Maris Sturtevant, a retired United Samaritans Foundation employee who founded the Daily Bread lunch truck program and works closely with the local homeless population, also called into the meeting to ask that Turlock remain lead entity.
“This was such an innovative idea that put Turlock on the map for low-income families and providing sustainable income to nonprofits. It’s a win-win situation,” Sturtevant said. “...Let’s keep Turlock as leaders in the surrounding areas and in an upward movement in Stanislaus County.”
USF Executive Director Linda Murphy-Julien also called into the meeting to ask the Council, “Why change something that is working and is valuable?”
With last Tuesday’s decision to forfeit the lead entity title, the City will still be able to receive funds as a HOME Consortium member, but will no longer have access to the additional funds it did as lead. As a result, the City will either have to make up the about $100,000 in administrative funds currently used to pay one Housing staff member or cut the position altogether.
Additionally, Turlock still remains responsible for undisbursed HOME Consortium funds, any outstanding projects initiated under the current and previous HOME Consortium agreements and for all long-term responsibilities of the HOME program, such as project monitoring, loan management, payment processing, etc. The outstanding projects that would remain as Turlock’s long-term responsibility include 54 unpaid First Time Home Buyer Loans, 126 projects within Turlock and 278 projects in member cities.
Nosrati opposed the decision, calling the opportunity to remain as lead entity a “no-brainer” and didn’t understand why Vice Mayor Pam Franco requested for City staff to evaluate the program.
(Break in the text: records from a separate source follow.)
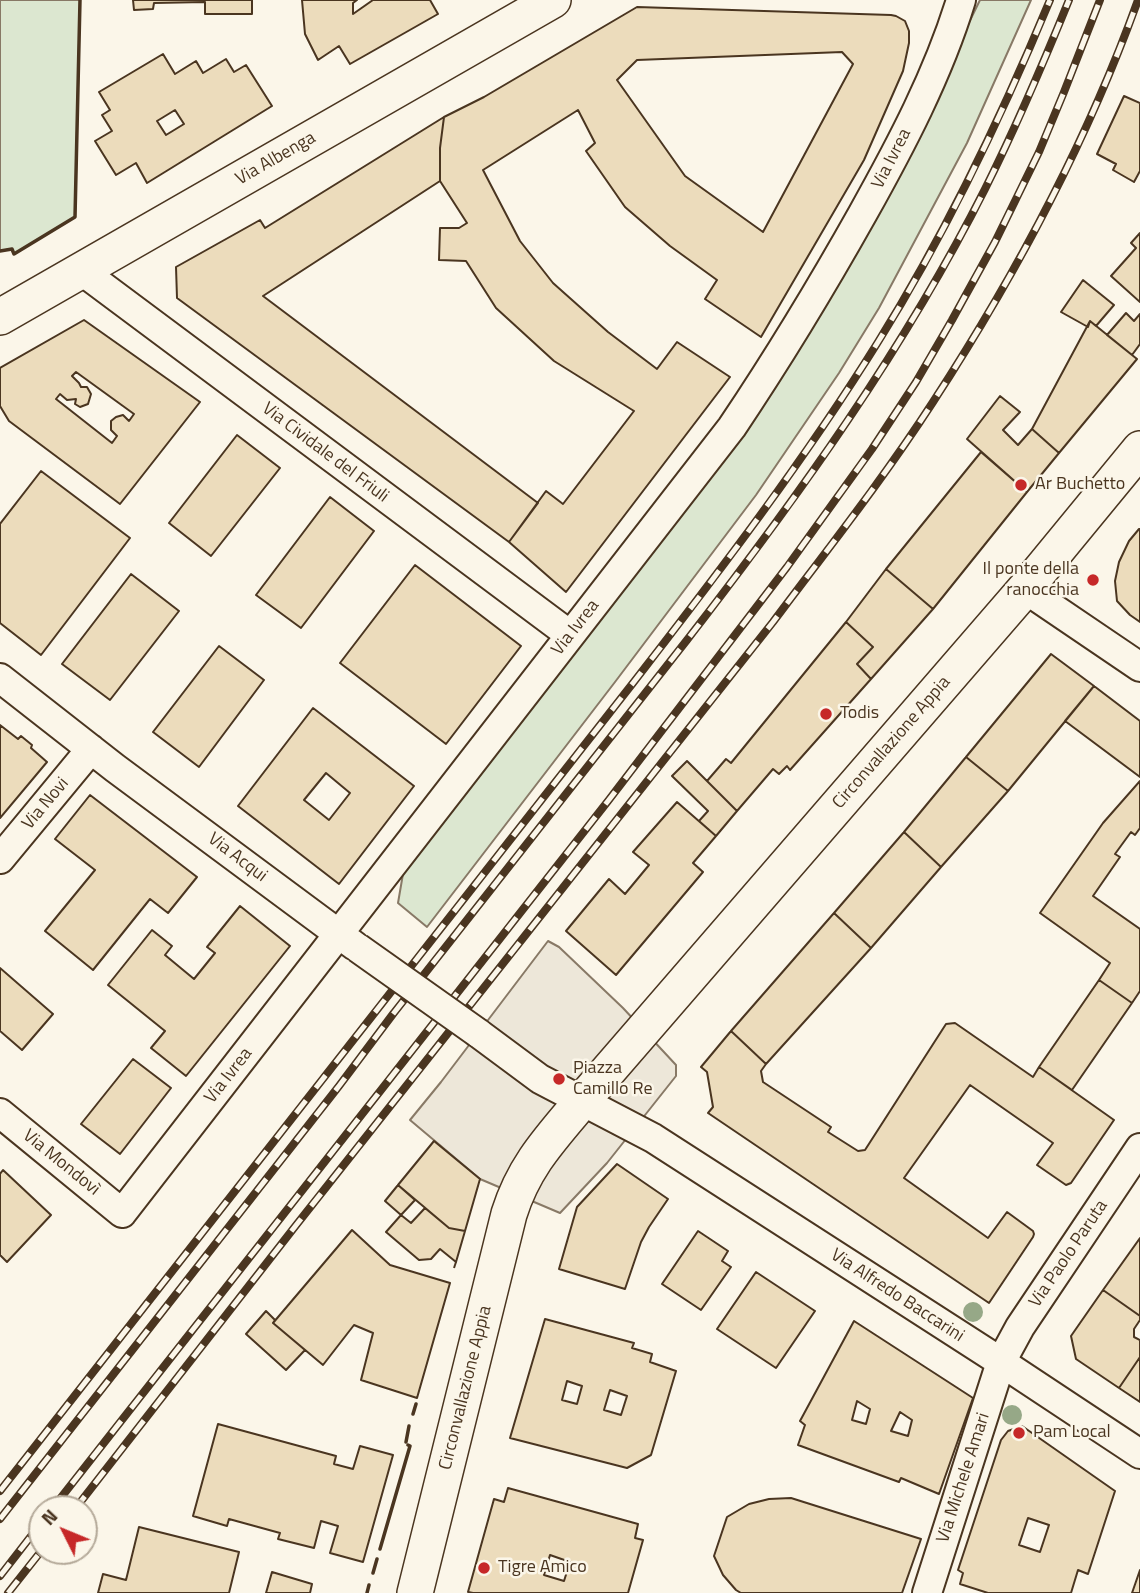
<!DOCTYPE html>
<html>
<head>
<meta charset="utf-8">
<style>
  body { margin:0 }
  #map { position:relative; width:1140px; height:1593px; overflow:hidden; background:#fbf6e9; font-family:"Titillium Web",sans-serif }
  canvas { display:block }
  .north { position:absolute; left:28px; top:1495px; width:70px; height:70px; box-sizing:border-box; background:#fbf6e9; border:2px solid #b4a999; border-radius:50%; rotate:313deg; font-size:19px; font-weight:700; line-height:28px; text-align:center; color:#4a3520 }
  .north::after { content:''; display:block; margin:auto; width:24px; height:32px; background:#c62828; clip-path:polygon(50% 0,100% 100%,50% 72%,0 100%) }
</style>
</head>
<body>
<div id="map">
<canvas width="1140" height="1593"></canvas>
<div class="north">N</div>
</div>
<script>
const context = document.querySelector('canvas').getContext('2d');
context.lineJoin = 'round';
function fill(path, color) { context.fillStyle = color; context.fill(path, 'evenodd'); }
function trace(path, color, width, dash) { context.strokeStyle = color; context.lineWidth = width; context.lineCap = dash ? 'butt' : 'round'; context.setLineDash(dash || []); context.stroke(path); }
function label(font, color, halo, rows, align = 'center') {
  context.font = font + ' "Titillium Web",sans-serif'; context.lineWidth = 5; context.setLineDash([]); context.textBaseline = 'middle'; context.strokeStyle = halo; context.fillStyle = color; for (const [text, x, y, turn = 0] of rows) {
    context.save(); context.translate(x, y); context.rotate((+turn || 0) * Math.PI / 180); context.textAlign = isNaN(turn) ? turn : align; if (halo) context.strokeText(text, 0, 0); context.fillText(text, 0, 0); context.restore();
  }
}
const green = new Path2D(`
  M0,0h80l-5,217 -61,37 -3,-5 -11,2z
  M980,0h51l-64,143 -88,165 -40,65 -83,122 -141,187 -188,245 -29,-24 6,-35 472,-655z`);
const parking = new Path2D(`
  M548,941l11,6 64,61 53,57v11l-69,87 -47,50 -80,-34 -70,-59 31,-38z`);
const building = new Path2D(`
  M133,0h119v14h-47v-12l-51,1 -1,6 -19,1z
  M302,0h55l-4,3v11l20,-14h57l8,14 -88,50 -11,-18 -21,14 -13,-26z
  M637,7l254,8 5,1 9,5 4,10v12l-6,28 -39,89 -103,177 -56,-38 12,-19 -47,-34 -45,-39 -39,-56 9,-8 -17,-33 -95,60 37,71 33,42 55,49 49,37 20,-27 53,35 -164,215 -57,-50 37,-51 17,13 71,-93 -80,-50 -58,-53 -30,-47 -27,-1 1,-32h19l8,-5 -27,-42v-33l4,-31 40,-20zM842,52l11,12 -90,168 -78,-56 -68,-96 20,-20z
  M163,54l12,20 21,-13 7,12 23,-14 8,13 12,-7 26,41 -125,77 -11,-20 -20,12 -21,-34 17,-10 -10,-16 8,-5 -11,-18zM175,110l9,14 -18,11 -9,-14z
  M1124,96l16,7v68l-6,11 -21,-12 3,-6 -19,-10z
  M444,117l-4,31v33l-177,115 275,207 -29,39 -332,-244 -1,-31 84,-47 5,8z
  M1140,233v69l-29,-26 25,-28 -5,-5z
  M1083,280l31,25 -18,21 -6,-5 -2,6 -27,-15z
  M1126,313l8,8 6,-7v30l-8,11 -25,-20z
  M84,320l116,82 -80,102 -111,-83 -9,-15v-38zM76,372l58,42 -5,7 -6,-6 -7,2 -5,4v9l6,6 -5,7 -56,-44 4,-5 7,6 9,-1 -1,5 5,3 8,-3 3,-10 -4,-7h-6l-2,-4 -7,-7z
  M1090,321l47,38 -78,94 -27,-24z
  M1000,396l20,16 -17,18 15,15 14,-16 27,24 -32,39 -60,-53z
  M237,435l43,33 -69,88 -42,-33z
  M981,452l46,40 -94,117 -47,-40z
  M41,471l89,67 -89,117 -41,-32v-99z
  M330,497l44,34 -73,97 -45,-33z
  M1139,529h1v93l-10,-7 -13,-14 -2,-20 4,-19 10,-21z
  M415,565l106,81 -75,98 -106,-81z
  M886,569l47,40 -62,70 -14,-15 16,-17 -27,-25z
  M131,574l48,37 -69,89 -48,-36z
  M846,622l27,25 -16,17 14,15 -81,91 -3,-4 -8,8 -6,-5 -36,42 -30,-30 19,-22 5,4z
  M219,646l45,34 -65,87 -46,-35z
  M1051,654l43,32 -86,105 -42,-34z
  M1094,686l46,35v56l-75,-56z
  M313,708l101,78 -75,98 -101,-78zM326,773l24,20 -21,27 -25,-20z
  M0,725l18,14 3,-3 11,9 -1,3 16,14 -47,56z
  M966,757l42,34 -67,76 -37,-35z
  M687,761l50,50 -21,25 -17,-15 9,-10 -36,-35z
  M1140,781v47l-5,7 -4,-3 -16,22 5,3 -27,39 47,33v62l-8,12 -33,-23 11,-17 -70,-50 63,-90z
  M90,795l107,82 -29,36 -18,-14 -57,71 -48,-39 50,-61 -40,-31z
  M677,802l39,34 -23,27 10,9 -87,103 -50,-44 43,-52 16,15 24,-29 -16,-13z
  M904,832l37,35 -70,81 -37,-35z
  M240,906l50,40 -104,130 -35,-28 14,-17 -57,-46 44,-55 20,16 -7,9 29,24 21,-26 -8,-6z
  M834,913l37,35 -105,116 -35,-33z
  M0,968l53,46 -31,36 -22,-19z
  M1099,980l33,23 -60,87 -33,-23z
  M955,1023l78,54 6,-10 75,53 -43,63 -5,2 -29,-20 16,-22 -83,-58 -66,93 84,60 19,-26 26,19 1,3 -1,3 -44,66 -281,-190 5,-6 -6,-35 -6,-5 30,-36 35,33 -5,7 2,11 68,45 -3,5 30,19 7,-1 81,-126z
  M133,1059l38,29 -51,66 -39,-30z
  M434,1141l46,38 -15,52 -16,-3 -51,-43z
  M617,1164l51,35 -19,28 -8,15 -16,47 -66,-20 18,-62z
  M3,1170l48,45 -44,47 -7,-7v-81z
  M398,1185l17,15 -14,15 -16,-14z
  M425,1208l24,20 16,3 -9,31 -16,-13 -9,10 -12,1 -33,-28 15,-17 10,8z
  M352,1230l38,35 60,18 -33,115 -56,-18 12,-47 -19,-8 -31,40 -50,-42z
  M698,1231l30,20 -6,10 9,6 -30,43 -39,-26z
  M1140,1238v78l-37,-26z
  M756,1272l59,39 -39,57 -59,-39z
  M1103,1290l37,26v4l-6,9v8l6,3v17l-21,31 -43,-29 -5,-23z
  M266,1311l9,9 -2,3 32,27 -19,20 -40,-36z
  M545,1319l89,24 -2,5 20,6 -2,8 26,9 -25,84 -24,13 -117,-30zM567,1381l15,5 -5,18 -15,-4zM610,1390l17,6 -6,19 -17,-5z
  M854,1321l119,77 -34,96 -38,-16 -2,4 -101,-37 7,-20 -5,-4zM857,1401l13,8 -4,15 -14,-4zM900,1412l12,8 -4,16 -17,-5z
  M1140,1357v45l-21,-14z
  M218,1424l118,32 -2,8 19,5 7,-23 33,9 -30,107 -33,-9 8,-27 -17,-5 -7,27 -36,-9 2,-6 -51,-14 -2,7 -34,-10z
  M1022,1426l93,65 -27,83 -10,-4 -7,23h-83l-28,-9 3,-11 -5,-3 43,-130 7,-9zM1028,1518l21,7 -9,27 -21,-7z
  M508,1488l130,36 -3,14 8,2 -15,53h-155l-5,-1 26,-93 10,3zM550,1555l20,7 -6,19 -20,-6z
  M791,1498l130,41 -19,54h-161l-5,-3 -13,-15 -9,-19 13,-39 22,-13 20,-5z
  M139,1527l100,25 -10,41h-131l5,-19 23,6z
  M1140,1570v23h-8z
  M272,1572l40,12 -2,9h-44z`);
const minor = new Path2D(`
  M82,271l488,364
  M1025,589l115,78
  M0,678l115,90 240,178
  M0,859l91,-110
  M478,1033l62,46 113,59 348,224 139,92
  M0,1113l122,100 610,-786c47,-70 90,-141 131,-214 38,-68 75,-138 98,-213
  M927,1593l74,-231 19,-35 120,-179`);
const tertiary = new Path2D(`
  M0,317l553,-317
  M415,1593l94,-379c15,-48 41,-75 73,-113l443,-512 115,-140`);
const rail = new Path2D(`
  M0,1491l633,-808c86,-111 171,-222 245,-341 68,-109 123,-224 172,-342
  M52,1509l556,-708 179,-234 85,-118 44,-67 36,-62 43,-78 44,-90 25,-60 36,-92
  M75,1509l222,-285 476,-602c54,-72 111,-144 160,-220 82,-126 154,-260 205,-402
  M0,1519l339,-433 54,-72 294,-374c110,-142 217,-290 298,-451 31,-62 58,-125 84,-189
  M0,1576l42,-54
  M8,1593l34,-43`);
const minorBridge = new Path2D(`
  M358,948l120,85`);
const fence = new Path2D(`
  M454,1268l2,-6`);
const wall = new Path2D(`
  M0,251l12,-2 2,5 61,-37 5,-217
  M413,1414l3,-10
  M406,1442l3,-16
  M380,1549l30,-103 -2,-1
  M373,1573l4,-14
  M367,1593l2,-8`);
const trees = [
  [973,1312],
  [1012,1415]
];
const markers = [
  [1021,485,7,"#c62828"],
  [1093,580,7,"#c62828"],
  [826,714,7,"#c62828"],
  [559,1079,7,"#c62828"],
  [1019,1433,7,"#c62828"],
  [484,1568,7,"#c62828"]
];
const streetNames = [
  ["Via Albenga",276,159,-30],
  ["Via Ivrea",892,159,-63],
  ["Via Cividale del Friuli",325,453,37],
  ["Via Ivrea",576,628,-52],
  ["Circonvallazione Appia",892,743,-49],
  ["Via Novi",46,804,-50],
  ["Via Acqui",237,858,37],
  ["Via Ivrea",229,1076,-52],
  ["Via Mondovì",61,1163,39],
  ["Via Paolo Paruta",1069,1254,-56],
  ["Via Alfredo Baccarini",897,1296,33],
  ["Circonvallazione Appia",466,1388,-76],
  ["Via Michele Amari",964,1478,-72]
];
const poiNames = [
  ["Ar Buchetto",1035,485],
  ["Il ponte della",1079,570,"right"],
  ["ranocchia",1079,591,"right"],
  ["Todis",840,714],
  ["Piazza",573,1069],
  ["Camillo Re",573,1090],
  ["Pam Local",1033,1433],
  ["Tigre Amico",498,1568]
];
fill(green, '#dce7d0');
trace(green, '#887966', 2);
fill(parking, '#ede7d9');
trace(parking, '#887966', 2);
fill(building, '#ecdcbc');
trace(building, '#4a3520', 2);
trace(minor, '#4a3520', 32);
trace(tertiary, '#4a3520', 38);
trace(minor, '#fbf6e9', 28);
trace(tertiary, '#fbf6e9', 35);
trace(rail, '#4a3520', 8);
trace(rail, '#fbf6e9', 5, [16]);
trace(minorBridge, '#4a3520', 32, []);
trace(minorBridge, '#fbf6e9', 28);
trace(fence, '#4a3520', 2, [9, 3.5]);
trace(wall, '#4a3520', 3.5);
context.fillStyle = '#96a887';
for (const [x, y] of trees) { context.beginPath(); context.arc(x, y, 10, 0, 2 * Math.PI); context.fill(); }
for (const [x, y, r, color] of markers) { const dot = new Path2D(); dot.arc(x, y, r, 0, 2 * Math.PI); context.fillStyle = color; context.fill(dot); trace(dot, '#fbf6e9', 2.5); }
label('18px', '#4a3520', '#fbf6e9', streetNames);
label('18px', '#4a3520', '#fbf6e9', poiNames, 'left');
</script>
</body>
</html>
“...I’ve noticed over time that there have been a lot of errors out of this department on their staff reports, and I believe that it is not paying for itself,” Franco explained, stating that she received staff reports which state Turlock is the only consortium member to have utilized the funding in recent years. “If we’re supposed to be doing this for the County, why is Turlock one of the only recipients of the money?...I’m really concerned about the disorganization of this department. The numbers are different, the numbers have come to Council meetings incorrectly and it seems that Turlock gets the benefit of all the projects and the rest of the County doesn’t.”
Larson took issue with Franco having access to reports that the rest of the Council did not.
“If the idea is that this department is not run adequately to your standards, I would need to see specifics as to why other than, ‘Some of these numbers don’t line up,’ at this point in the meeting when the vote is about to be taken,” Larson said. “...We’re literally declining free money and free administrative support to administer these programs.”
Franco also went on to say that low-income housing projects like Avena Bella have people from other cities living in them, so it’s not fair to people in Turlock.
“We have people from Patterson who now live in Avena Bella, taking up low-income housing that could have been for a Turlock citizen,” she said.
Nosrati argued that remaining the lead entity was important because he believes the City doesn’t have a reliable policy in place to address the housing affordability crisis, noting that most developers building in Turlock are constructing homes with out-of-reach prices.
“...We are just disregarding the public’s input, disregarding servicing our low-income community without any clear direction or understanding,” Nosrati said.
“No we are not, we are not doing anything more than taking our management of it and giving it back to the County where it belongs,” Franco responded.